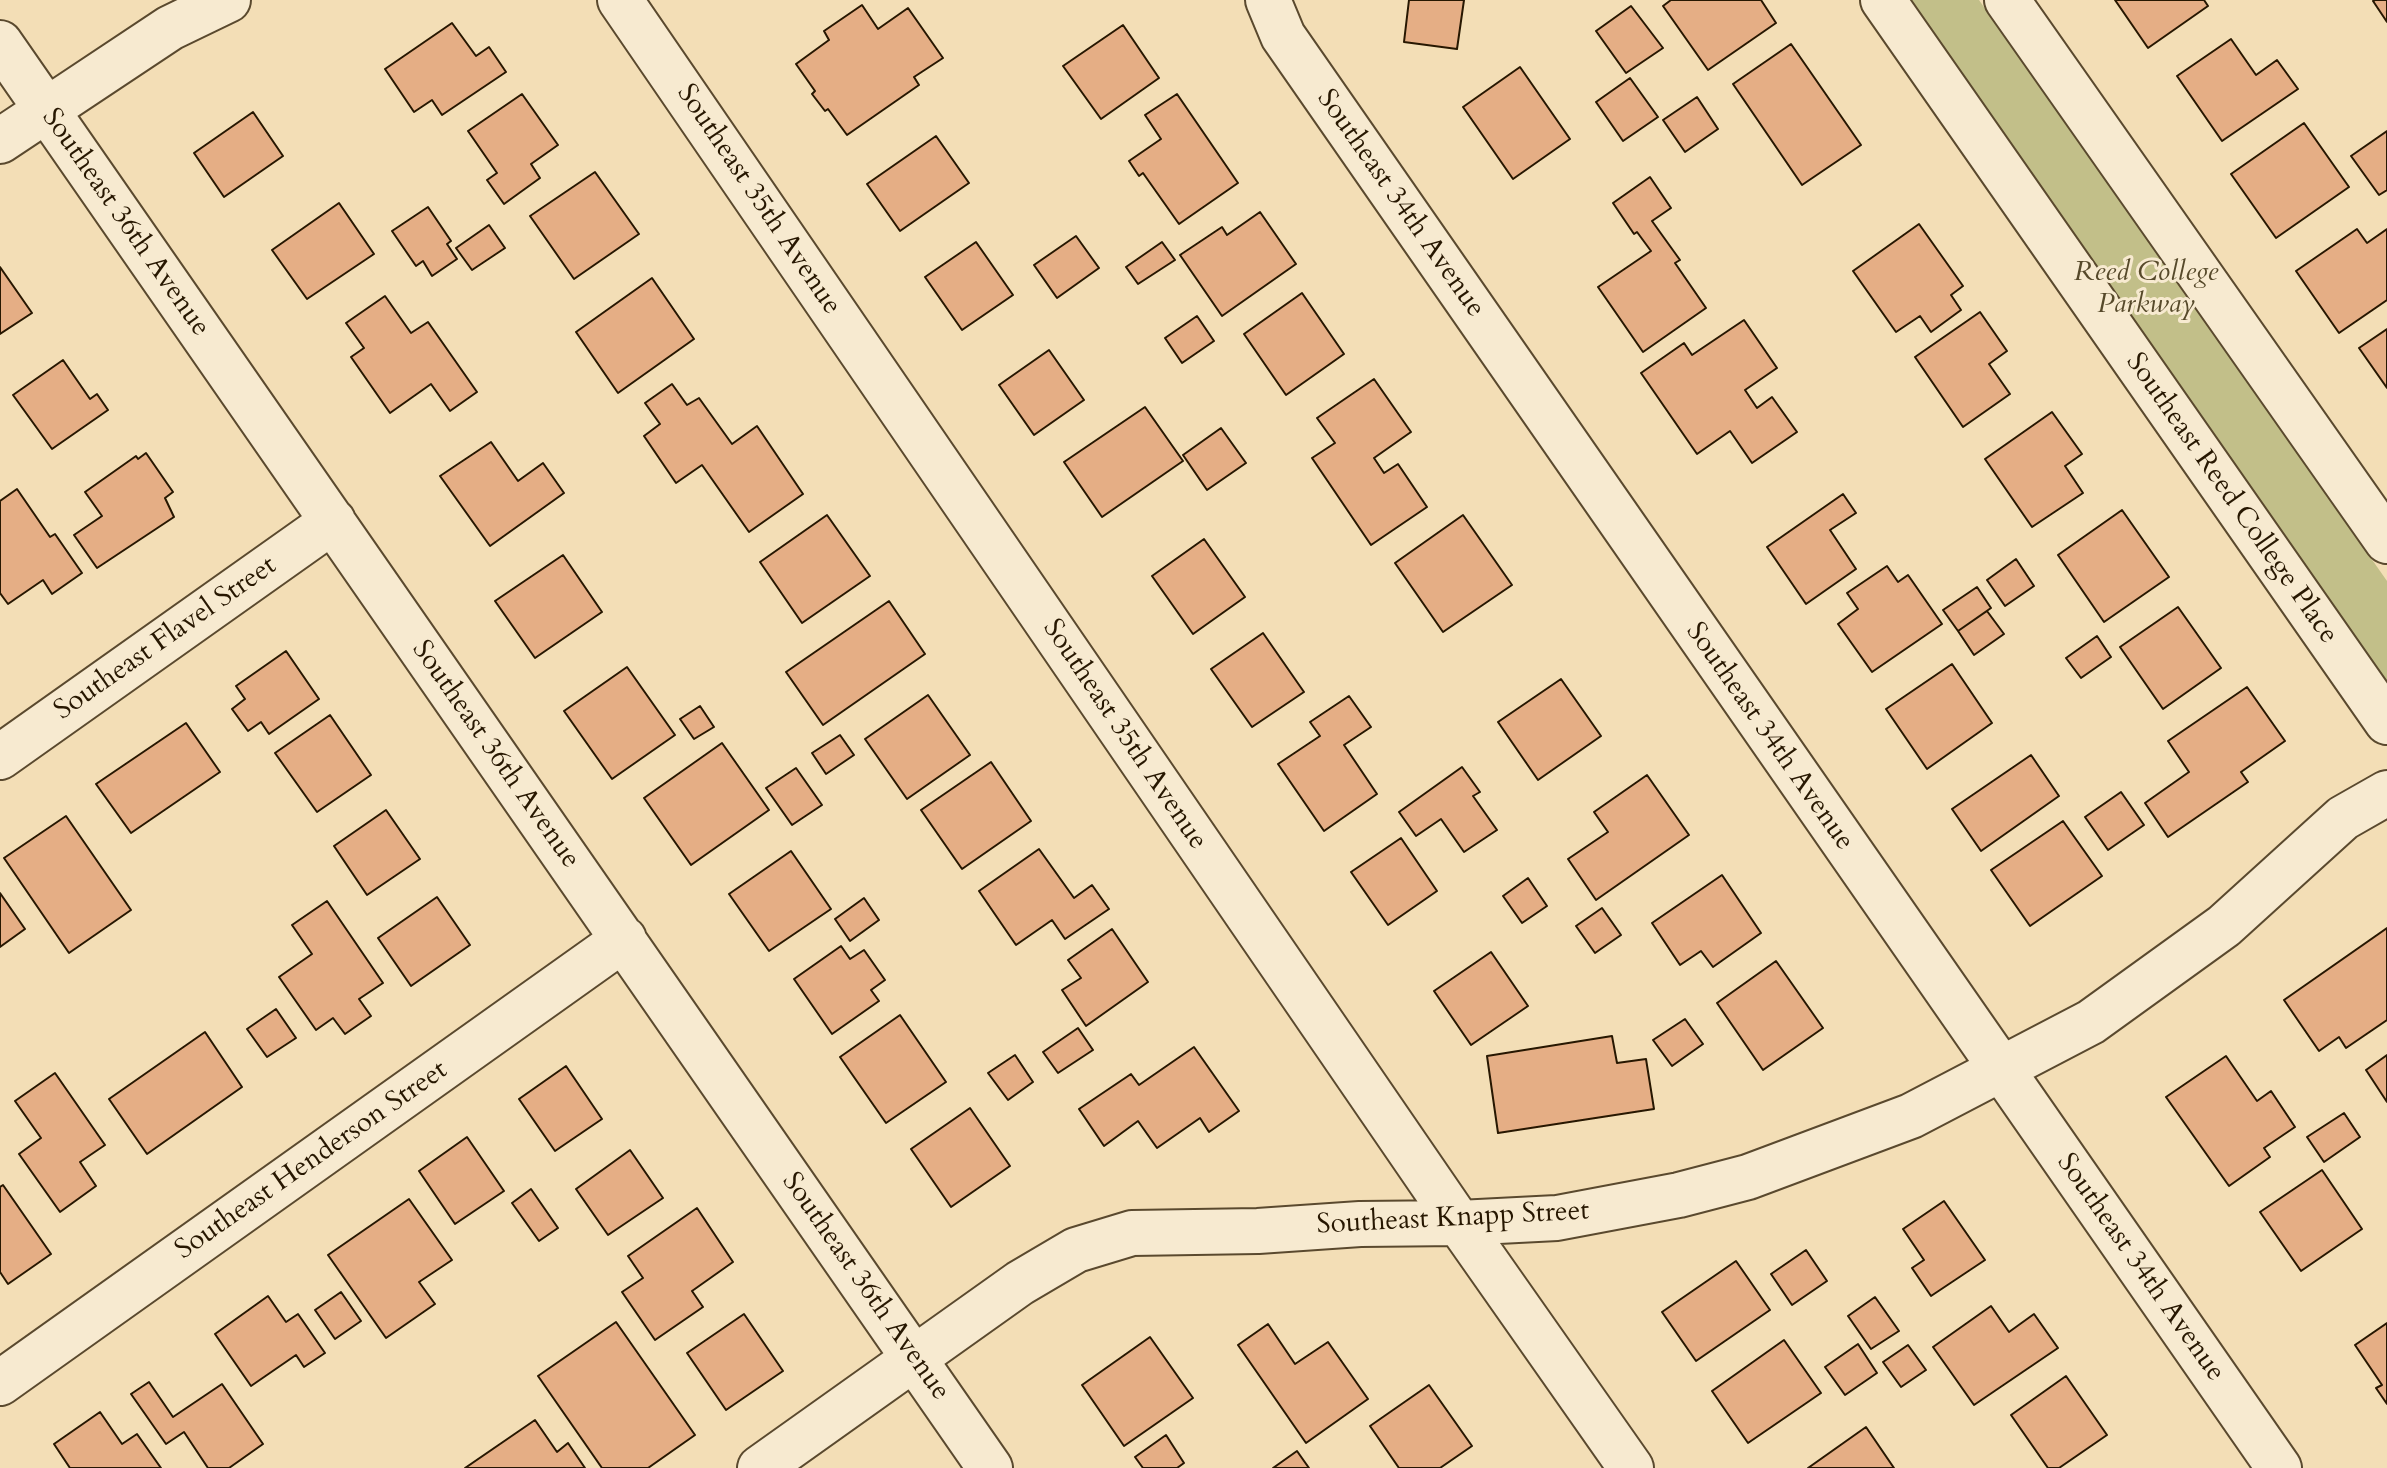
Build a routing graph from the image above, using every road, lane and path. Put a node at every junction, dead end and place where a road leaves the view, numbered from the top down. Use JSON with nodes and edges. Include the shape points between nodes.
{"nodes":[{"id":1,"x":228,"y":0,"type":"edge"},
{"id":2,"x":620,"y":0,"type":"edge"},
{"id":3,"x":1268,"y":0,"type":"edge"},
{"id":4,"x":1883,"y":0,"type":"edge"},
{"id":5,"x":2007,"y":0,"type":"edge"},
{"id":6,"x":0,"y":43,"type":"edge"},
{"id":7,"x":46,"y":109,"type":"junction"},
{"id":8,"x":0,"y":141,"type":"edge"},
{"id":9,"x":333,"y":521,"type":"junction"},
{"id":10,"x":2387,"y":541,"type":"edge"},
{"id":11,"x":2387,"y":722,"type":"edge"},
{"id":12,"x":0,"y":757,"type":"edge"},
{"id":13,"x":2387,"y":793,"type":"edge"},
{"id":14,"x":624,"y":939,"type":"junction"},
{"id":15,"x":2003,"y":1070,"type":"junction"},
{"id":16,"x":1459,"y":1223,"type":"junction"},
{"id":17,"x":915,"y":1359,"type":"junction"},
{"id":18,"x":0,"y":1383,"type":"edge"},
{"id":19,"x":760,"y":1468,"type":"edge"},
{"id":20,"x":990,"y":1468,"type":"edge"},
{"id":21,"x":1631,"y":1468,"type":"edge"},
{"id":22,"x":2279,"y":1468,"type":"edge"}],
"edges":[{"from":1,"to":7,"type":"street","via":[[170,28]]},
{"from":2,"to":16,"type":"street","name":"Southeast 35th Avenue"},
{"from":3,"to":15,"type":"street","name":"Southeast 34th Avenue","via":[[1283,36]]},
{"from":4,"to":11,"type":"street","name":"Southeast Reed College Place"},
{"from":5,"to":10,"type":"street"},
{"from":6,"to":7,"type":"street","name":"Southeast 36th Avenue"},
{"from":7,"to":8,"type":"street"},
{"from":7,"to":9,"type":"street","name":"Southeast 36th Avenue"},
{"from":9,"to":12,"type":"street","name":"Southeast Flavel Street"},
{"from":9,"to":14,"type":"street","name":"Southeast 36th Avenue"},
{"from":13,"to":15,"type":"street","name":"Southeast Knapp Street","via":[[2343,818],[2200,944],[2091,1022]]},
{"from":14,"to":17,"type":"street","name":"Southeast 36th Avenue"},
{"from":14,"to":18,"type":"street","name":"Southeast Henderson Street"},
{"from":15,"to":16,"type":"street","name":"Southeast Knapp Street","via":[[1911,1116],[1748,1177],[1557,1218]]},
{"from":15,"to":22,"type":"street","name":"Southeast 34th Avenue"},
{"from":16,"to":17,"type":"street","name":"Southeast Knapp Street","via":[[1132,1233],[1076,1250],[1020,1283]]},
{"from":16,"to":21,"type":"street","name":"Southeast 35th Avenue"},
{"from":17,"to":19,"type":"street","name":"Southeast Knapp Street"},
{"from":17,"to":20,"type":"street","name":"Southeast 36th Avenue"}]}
···
**WHAT IS NEEDED**:
Copy the records above exactly. Do not carry any picture into the copy.

**RESULT**:
Build a routing graph from the image above, using every road, lane and path. Put a node at every junction, dead end and place where a road leaves the view, numbered from the top down. Use JSON with nodes and edges. Include the shape points between nodes.
{"nodes":[{"id":1,"x":228,"y":0,"type":"edge"},
{"id":2,"x":620,"y":0,"type":"edge"},
{"id":3,"x":1268,"y":0,"type":"edge"},
{"id":4,"x":1883,"y":0,"type":"edge"},
{"id":5,"x":2007,"y":0,"type":"edge"},
{"id":6,"x":0,"y":43,"type":"edge"},
{"id":7,"x":46,"y":109,"type":"junction"},
{"id":8,"x":0,"y":141,"type":"edge"},
{"id":9,"x":333,"y":521,"type":"junction"},
{"id":10,"x":2387,"y":541,"type":"edge"},
{"id":11,"x":2387,"y":722,"type":"edge"},
{"id":12,"x":0,"y":757,"type":"edge"},
{"id":13,"x":2387,"y":793,"type":"edge"},
{"id":14,"x":624,"y":939,"type":"junction"},
{"id":15,"x":2003,"y":1070,"type":"junction"},
{"id":16,"x":1459,"y":1223,"type":"junction"},
{"id":17,"x":915,"y":1359,"type":"junction"},
{"id":18,"x":0,"y":1383,"type":"edge"},
{"id":19,"x":760,"y":1468,"type":"edge"},
{"id":20,"x":990,"y":1468,"type":"edge"},
{"id":21,"x":1631,"y":1468,"type":"edge"},
{"id":22,"x":2279,"y":1468,"type":"edge"}],
"edges":[{"from":1,"to":7,"type":"street","via":[[170,28]]},
{"from":2,"to":16,"type":"street","name":"Southeast 35th Avenue"},
{"from":3,"to":15,"type":"street","name":"Southeast 34th Avenue","via":[[1283,36]]},
{"from":4,"to":11,"type":"street","name":"Southeast Reed College Place"},
{"from":5,"to":10,"type":"street"},
{"from":6,"to":7,"type":"street","name":"Southeast 36th Avenue"},
{"from":7,"to":8,"type":"street"},
{"from":7,"to":9,"type":"street","name":"Southeast 36th Avenue"},
{"from":9,"to":12,"type":"street","name":"Southeast Flavel Street"},
{"from":9,"to":14,"type":"street","name":"Southeast 36th Avenue"},
{"from":13,"to":15,"type":"street","name":"Southeast Knapp Street","via":[[2343,818],[2200,944],[2091,1022]]},
{"from":14,"to":17,"type":"street","name":"Southeast 36th Avenue"},
{"from":14,"to":18,"type":"street","name":"Southeast Henderson Street"},
{"from":15,"to":16,"type":"street","name":"Southeast Knapp Street","via":[[1911,1116],[1748,1177],[1557,1218]]},
{"from":15,"to":22,"type":"street","name":"Southeast 34th Avenue"},
{"from":16,"to":17,"type":"street","name":"Southeast Knapp Street","via":[[1132,1233],[1076,1250],[1020,1283]]},
{"from":16,"to":21,"type":"street","name":"Southeast 35th Avenue"},
{"from":17,"to":19,"type":"street","name":"Southeast Knapp Street"},
{"from":17,"to":20,"type":"street","name":"Southeast 36th Avenue"}]}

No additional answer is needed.